[[ EXERCISE DATA open ]]

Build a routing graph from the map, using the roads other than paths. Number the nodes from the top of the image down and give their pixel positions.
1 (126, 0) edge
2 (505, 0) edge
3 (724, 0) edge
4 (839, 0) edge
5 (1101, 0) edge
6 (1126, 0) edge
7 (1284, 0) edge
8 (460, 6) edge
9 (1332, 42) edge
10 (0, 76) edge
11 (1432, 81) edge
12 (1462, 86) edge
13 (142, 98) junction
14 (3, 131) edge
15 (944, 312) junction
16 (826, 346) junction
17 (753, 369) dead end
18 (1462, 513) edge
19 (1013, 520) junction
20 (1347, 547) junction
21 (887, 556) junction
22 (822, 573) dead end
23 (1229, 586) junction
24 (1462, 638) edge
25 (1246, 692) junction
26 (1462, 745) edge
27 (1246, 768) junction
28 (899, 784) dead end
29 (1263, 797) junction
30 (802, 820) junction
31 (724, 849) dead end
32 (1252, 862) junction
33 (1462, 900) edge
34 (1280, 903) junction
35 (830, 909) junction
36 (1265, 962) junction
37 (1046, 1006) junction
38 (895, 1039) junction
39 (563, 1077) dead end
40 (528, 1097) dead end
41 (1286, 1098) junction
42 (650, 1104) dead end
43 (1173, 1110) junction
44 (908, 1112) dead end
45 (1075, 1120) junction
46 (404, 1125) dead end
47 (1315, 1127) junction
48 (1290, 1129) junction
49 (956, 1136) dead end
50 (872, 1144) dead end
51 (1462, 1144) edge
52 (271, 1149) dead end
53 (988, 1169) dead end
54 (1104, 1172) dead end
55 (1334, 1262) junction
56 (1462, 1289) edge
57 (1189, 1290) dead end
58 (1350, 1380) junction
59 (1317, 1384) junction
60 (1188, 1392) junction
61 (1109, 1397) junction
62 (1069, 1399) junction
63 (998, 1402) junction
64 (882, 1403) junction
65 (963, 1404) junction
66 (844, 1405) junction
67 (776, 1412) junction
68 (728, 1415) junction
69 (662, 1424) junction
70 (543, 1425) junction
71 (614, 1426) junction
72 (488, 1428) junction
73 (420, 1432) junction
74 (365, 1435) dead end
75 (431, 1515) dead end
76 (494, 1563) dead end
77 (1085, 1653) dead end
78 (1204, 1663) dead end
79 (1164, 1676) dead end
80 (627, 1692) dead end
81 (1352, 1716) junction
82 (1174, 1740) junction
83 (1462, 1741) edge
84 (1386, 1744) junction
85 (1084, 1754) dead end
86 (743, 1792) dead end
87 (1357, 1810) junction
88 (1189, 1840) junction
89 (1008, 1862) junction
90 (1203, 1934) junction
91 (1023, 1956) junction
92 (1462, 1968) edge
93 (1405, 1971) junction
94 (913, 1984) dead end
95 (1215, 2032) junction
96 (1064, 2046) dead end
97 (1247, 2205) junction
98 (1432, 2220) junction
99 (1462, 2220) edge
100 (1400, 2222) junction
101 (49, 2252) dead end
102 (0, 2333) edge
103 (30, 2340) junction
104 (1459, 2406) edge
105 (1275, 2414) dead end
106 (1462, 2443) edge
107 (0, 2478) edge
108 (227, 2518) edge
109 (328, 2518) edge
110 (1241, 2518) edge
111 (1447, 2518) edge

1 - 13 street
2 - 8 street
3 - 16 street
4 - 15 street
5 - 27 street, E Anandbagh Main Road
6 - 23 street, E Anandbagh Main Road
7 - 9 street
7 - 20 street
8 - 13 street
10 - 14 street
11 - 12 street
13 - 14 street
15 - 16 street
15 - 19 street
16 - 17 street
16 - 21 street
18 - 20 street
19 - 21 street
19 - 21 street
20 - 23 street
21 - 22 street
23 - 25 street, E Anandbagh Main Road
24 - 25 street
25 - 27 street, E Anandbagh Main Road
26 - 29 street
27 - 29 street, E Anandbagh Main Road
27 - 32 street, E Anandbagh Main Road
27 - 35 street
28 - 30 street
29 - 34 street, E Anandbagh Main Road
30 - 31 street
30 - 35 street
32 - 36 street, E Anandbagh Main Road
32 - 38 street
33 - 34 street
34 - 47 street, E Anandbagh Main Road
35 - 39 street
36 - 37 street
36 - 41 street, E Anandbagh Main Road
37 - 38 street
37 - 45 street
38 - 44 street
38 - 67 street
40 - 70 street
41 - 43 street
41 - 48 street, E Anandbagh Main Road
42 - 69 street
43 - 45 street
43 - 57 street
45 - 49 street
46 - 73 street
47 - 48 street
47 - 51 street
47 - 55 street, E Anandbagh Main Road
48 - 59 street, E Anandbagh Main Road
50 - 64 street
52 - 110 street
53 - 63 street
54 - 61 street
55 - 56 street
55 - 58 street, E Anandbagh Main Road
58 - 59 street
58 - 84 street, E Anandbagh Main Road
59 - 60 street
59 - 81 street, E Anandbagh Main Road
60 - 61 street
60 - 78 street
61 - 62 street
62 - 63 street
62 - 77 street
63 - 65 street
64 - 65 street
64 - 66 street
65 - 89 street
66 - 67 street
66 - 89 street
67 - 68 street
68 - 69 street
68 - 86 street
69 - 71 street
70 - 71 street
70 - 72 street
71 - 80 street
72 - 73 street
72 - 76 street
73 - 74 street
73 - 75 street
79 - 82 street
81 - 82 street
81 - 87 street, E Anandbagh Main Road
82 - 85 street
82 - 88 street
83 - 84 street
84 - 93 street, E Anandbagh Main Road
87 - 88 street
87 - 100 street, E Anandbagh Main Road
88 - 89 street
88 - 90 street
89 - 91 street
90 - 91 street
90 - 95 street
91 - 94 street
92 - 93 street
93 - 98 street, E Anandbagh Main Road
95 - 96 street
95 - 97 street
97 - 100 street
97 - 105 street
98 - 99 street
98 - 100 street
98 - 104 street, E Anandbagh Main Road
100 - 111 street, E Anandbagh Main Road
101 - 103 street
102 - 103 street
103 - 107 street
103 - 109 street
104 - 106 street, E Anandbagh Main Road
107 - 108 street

[[ EXERCISE DATA closed ]]

TRY IT.
Character for character, reproduce all of the lines above.

WORKED SOLUTION.
Build a routing graph from the map, using the roads other than paths. Number the nodes from the top of the image down and give their pixel positions.
1 (126, 0) edge
2 (505, 0) edge
3 (724, 0) edge
4 (839, 0) edge
5 (1101, 0) edge
6 (1126, 0) edge
7 (1284, 0) edge
8 (460, 6) edge
9 (1332, 42) edge
10 (0, 76) edge
11 (1432, 81) edge
12 (1462, 86) edge
13 (142, 98) junction
14 (3, 131) edge
15 (944, 312) junction
16 (826, 346) junction
17 (753, 369) dead end
18 (1462, 513) edge
19 (1013, 520) junction
20 (1347, 547) junction
21 (887, 556) junction
22 (822, 573) dead end
23 (1229, 586) junction
24 (1462, 638) edge
25 (1246, 692) junction
26 (1462, 745) edge
27 (1246, 768) junction
28 (899, 784) dead end
29 (1263, 797) junction
30 (802, 820) junction
31 (724, 849) dead end
32 (1252, 862) junction
33 (1462, 900) edge
34 (1280, 903) junction
35 (830, 909) junction
36 (1265, 962) junction
37 (1046, 1006) junction
38 (895, 1039) junction
39 (563, 1077) dead end
40 (528, 1097) dead end
41 (1286, 1098) junction
42 (650, 1104) dead end
43 (1173, 1110) junction
44 (908, 1112) dead end
45 (1075, 1120) junction
46 (404, 1125) dead end
47 (1315, 1127) junction
48 (1290, 1129) junction
49 (956, 1136) dead end
50 (872, 1144) dead end
51 (1462, 1144) edge
52 (271, 1149) dead end
53 (988, 1169) dead end
54 (1104, 1172) dead end
55 (1334, 1262) junction
56 (1462, 1289) edge
57 (1189, 1290) dead end
58 (1350, 1380) junction
59 (1317, 1384) junction
60 (1188, 1392) junction
61 (1109, 1397) junction
62 (1069, 1399) junction
63 (998, 1402) junction
64 (882, 1403) junction
65 (963, 1404) junction
66 (844, 1405) junction
67 (776, 1412) junction
68 (728, 1415) junction
69 (662, 1424) junction
70 (543, 1425) junction
71 (614, 1426) junction
72 (488, 1428) junction
73 (420, 1432) junction
74 (365, 1435) dead end
75 (431, 1515) dead end
76 (494, 1563) dead end
77 (1085, 1653) dead end
78 (1204, 1663) dead end
79 (1164, 1676) dead end
80 (627, 1692) dead end
81 (1352, 1716) junction
82 (1174, 1740) junction
83 (1462, 1741) edge
84 (1386, 1744) junction
85 (1084, 1754) dead end
86 (743, 1792) dead end
87 (1357, 1810) junction
88 (1189, 1840) junction
89 (1008, 1862) junction
90 (1203, 1934) junction
91 (1023, 1956) junction
92 (1462, 1968) edge
93 (1405, 1971) junction
94 (913, 1984) dead end
95 (1215, 2032) junction
96 (1064, 2046) dead end
97 (1247, 2205) junction
98 (1432, 2220) junction
99 (1462, 2220) edge
100 (1400, 2222) junction
101 (49, 2252) dead end
102 (0, 2333) edge
103 (30, 2340) junction
104 (1459, 2406) edge
105 (1275, 2414) dead end
106 (1462, 2443) edge
107 (0, 2478) edge
108 (227, 2518) edge
109 (328, 2518) edge
110 (1241, 2518) edge
111 (1447, 2518) edge

1 - 13 street
2 - 8 street
3 - 16 street
4 - 15 street
5 - 27 street, E Anandbagh Main Road
6 - 23 street, E Anandbagh Main Road
7 - 9 street
7 - 20 street
8 - 13 street
10 - 14 street
11 - 12 street
13 - 14 street
15 - 16 street
15 - 19 street
16 - 17 street
16 - 21 street
18 - 20 street
19 - 21 street
19 - 21 street
20 - 23 street
21 - 22 street
23 - 25 street, E Anandbagh Main Road
24 - 25 street
25 - 27 street, E Anandbagh Main Road
26 - 29 street
27 - 29 street, E Anandbagh Main Road
27 - 32 street, E Anandbagh Main Road
27 - 35 street
28 - 30 street
29 - 34 street, E Anandbagh Main Road
30 - 31 street
30 - 35 street
32 - 36 street, E Anandbagh Main Road
32 - 38 street
33 - 34 street
34 - 47 street, E Anandbagh Main Road
35 - 39 street
36 - 37 street
36 - 41 street, E Anandbagh Main Road
37 - 38 street
37 - 45 street
38 - 44 street
38 - 67 street
40 - 70 street
41 - 43 street
41 - 48 street, E Anandbagh Main Road
42 - 69 street
43 - 45 street
43 - 57 street
45 - 49 street
46 - 73 street
47 - 48 street
47 - 51 street
47 - 55 street, E Anandbagh Main Road
48 - 59 street, E Anandbagh Main Road
50 - 64 street
52 - 110 street
53 - 63 street
54 - 61 street
55 - 56 street
55 - 58 street, E Anandbagh Main Road
58 - 59 street
58 - 84 street, E Anandbagh Main Road
59 - 60 street
59 - 81 street, E Anandbagh Main Road
60 - 61 street
60 - 78 street
61 - 62 street
62 - 63 street
62 - 77 street
63 - 65 street
64 - 65 street
64 - 66 street
65 - 89 street
66 - 67 street
66 - 89 street
67 - 68 street
68 - 69 street
68 - 86 street
69 - 71 street
70 - 71 street
70 - 72 street
71 - 80 street
72 - 73 street
72 - 76 street
73 - 74 street
73 - 75 street
79 - 82 street
81 - 82 street
81 - 87 street, E Anandbagh Main Road
82 - 85 street
82 - 88 street
83 - 84 street
84 - 93 street, E Anandbagh Main Road
87 - 88 street
87 - 100 street, E Anandbagh Main Road
88 - 89 street
88 - 90 street
89 - 91 street
90 - 91 street
90 - 95 street
91 - 94 street
92 - 93 street
93 - 98 street, E Anandbagh Main Road
95 - 96 street
95 - 97 street
97 - 100 street
97 - 105 street
98 - 99 street
98 - 100 street
98 - 104 street, E Anandbagh Main Road
100 - 111 street, E Anandbagh Main Road
101 - 103 street
102 - 103 street
103 - 107 street
103 - 109 street
104 - 106 street, E Anandbagh Main Road
107 - 108 street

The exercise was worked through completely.